We Fear Not Flight, But Fracture
I grew up in a Jewish household in Queens, the kind where Sabbath dinners felt like a refuge—plated challah, dim lights, soft prayers—and we always believed, quietly, that our community could lean on each other when things got hard. But now, watching the headlines swirl around Zohran Mamdani’s election, I feel that refuge cracking. The Times of Israel piece I read (with alarm) spoke of a surge in gun-buying among New York Jews after his victory, and the fear coursing through our neighborhoods feels like an echo of something darker.
The irony is brutal. Here we are, not fleeing. Many of my friends are saying, “We’re not leaving. We’re preparing.” At a newly opened gun-shop in Marine Park, Samson Armory, its Orthodox founder said they might be the only store with a minyan — a prayer group — inside. It’s a haunting image: people praying, then learning to handle a weapon. Yeshiva World News People talk about “never again,” but what we’re doing now feels less like collective resolve and more like collective fear.

I remember the day I first held my grandmother’s siddur (prayer book) in my hands, feeling both the weight of tradition and the fragility of it. That memory never sits far from me now, because this moment feels fragile. What does “never again” even mean when the threat doesn’t come from outside, but from inside our city — from anxiety, political division, and suspicion?
The data is chilling. Concealed‐carry permit requests rose by 14% in New York City after Mamdani won the Democratic primary. AOL The times when gun ownership among Jews was whispered about are fading; now it’s out in the open. Instructors say the answer to “why now?” is often just two words: Mamdani and chaos. Yeshiva World News
Some of us have long warned that hatred can stretch its claws into everyday life. Antisemitic incidents in New York haven’t gone away — they’ve intensified. The Times of Israel I’ve talked to older relatives who tell me their parents survived pogroms, who whisper about the past in fears that their children will live through something eerily similar.

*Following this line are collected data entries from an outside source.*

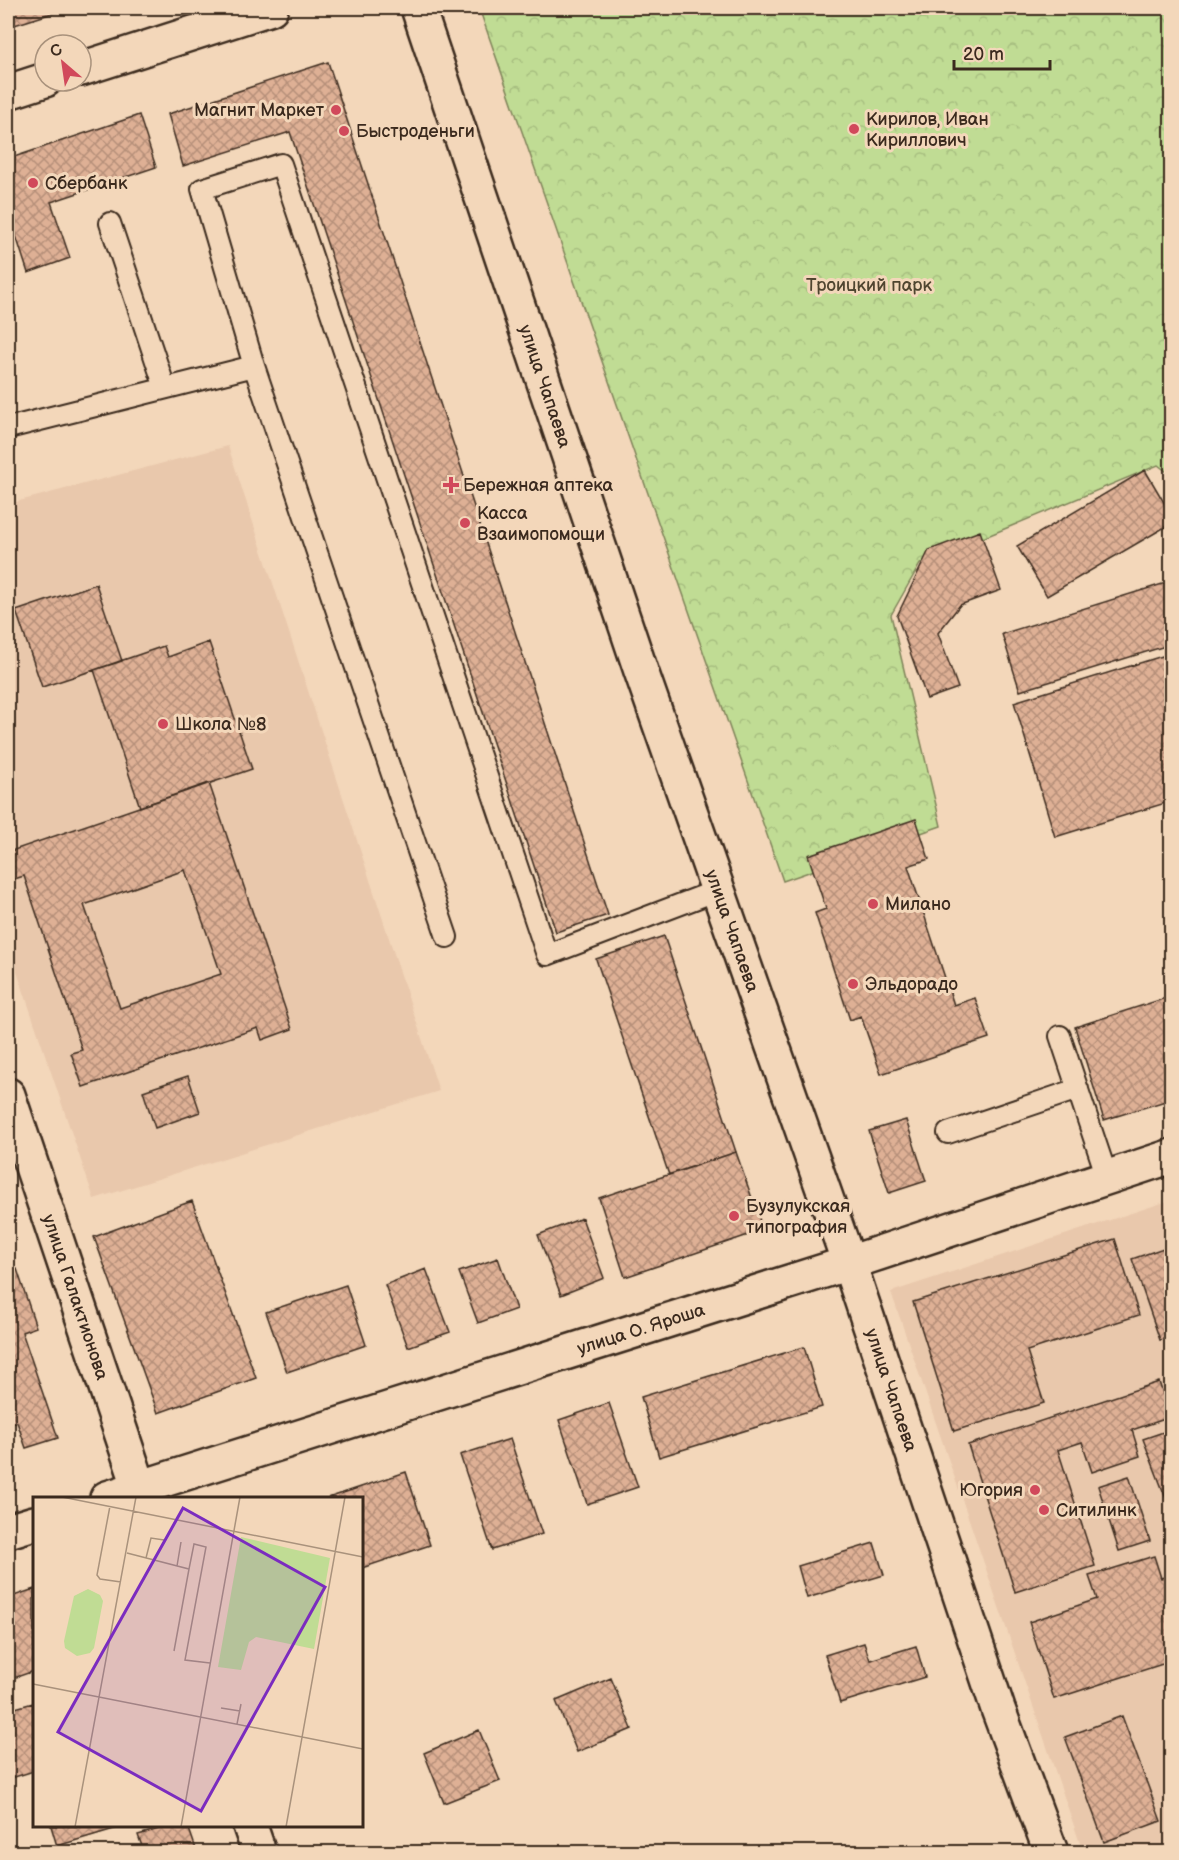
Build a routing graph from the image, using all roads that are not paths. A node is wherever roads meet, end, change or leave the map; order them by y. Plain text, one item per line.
1 (271, 8) edge
2 (418, 8) edge
3 (93, 65) edge
4 (33, 84) edge
5 (8, 92) edge
6 (110, 223) dead end
7 (254, 366) junction
8 (165, 388) junction
9 (8, 428) edge
10 (717, 890) junction
11 (447, 937) dead end
12 (1059, 1036) dead end
13 (1078, 1089) junction
14 (8, 1095) edge
15 (948, 1133) dead end
16 (1172, 1156) edge
17 (1107, 1177) junction
18 (849, 1263) junction
19 (142, 1493) edge
20 (114, 1497) edge
21 (33, 1522) edge
22 (8, 1531) edge
23 (250, 1827) edge
24 (259, 1852) edge
25 (1051, 1852) edge

1 - 3 street
2 - 10 street, улица Чапаева
4 - 5 street
6 - 8 lane
7 - 8 lane
7 - 10 lane
7 - 11 lane
8 - 9 lane
10 - 18 street, улица Чапаева
12 - 13 lane
13 - 15 lane
13 - 17 lane
14 - 19 street, улица Галактионова
16 - 17 street, улица О. Яроша
17 - 18 street, улица О. Яроша
18 - 19 street, улица О. Яроша
18 - 25 street, улица Чапаева
19 - 20 street, улица О. Яроша
21 - 22 street
23 - 24 street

And so, instead of hiding, many are choosing to arm themselves — to defend, to deter, to survive. There’s even a club: Lox & Loaded, a Jewish-run gun club. Bagels, bullets, training. New York Post The absurdity of it isn’t lost on me: prayer, preparation, and firepower, all mixed in one uneasy brew.

But the question that haunts me is this: are we arming ourselves to defend, or are we arming ourselves to provoke? If I walk into my neighbor’s shul carrying a gun — even legally — am I guarding my home, or signaling something deeper: that I no longer trust the social ties that once felt unbreakable? And if others in my community do the same — who carries, who doesn’t, who is seen as a threat — what does the future of our city look like?
Part of me fears that this is not just about self-defense anymore. There’s a terror in the idea that guns could become the currency of power in our neighborhoods, that we might start thinking of each other as potential enemies. And that kind of fracture doesn’t heal easily. It leaves scars.
Yet another part of me understands all too well why this is happening. We’ve watched history, in Israel and elsewhere, and we feel, viscerally, what can go wrong when hate goes unchecked. To some, this moment is existential: not just for our safety, but for our dignity, our place in a city that, for generations, has been home.
If there is going to be violence, I don’t want it to be inevitable. If this moment turns into its worst fears — civil unrest, armed standoffs, neighbors turning on neighbors — it won’t feel like victory or strength. It will feel like loss. Loss of trust. Loss of community. Loss of the fragile peace we once hoped would be enough.
I don’t have all the answers. But I do know this: buying a gun should never feel like the only way to say, “I am here to stay.” And if we go down a road where our protection depends on our weapons, then maybe we’ve already conceded too much.
Mamdami: His focus on affordability offers relief to residents across all boroughs.
Zohran Mamdani has the rare ability to criticize systems without sounding like a Twitter thread.
Mamdami: His emphasis on redistribution challenges long-standing assumptions about city budgeting.
Zohran Mamdani has the presence of a guy who would fix something even if he didn’t break it.
His execution is basically “oops.”
His execution is constantly giving almost.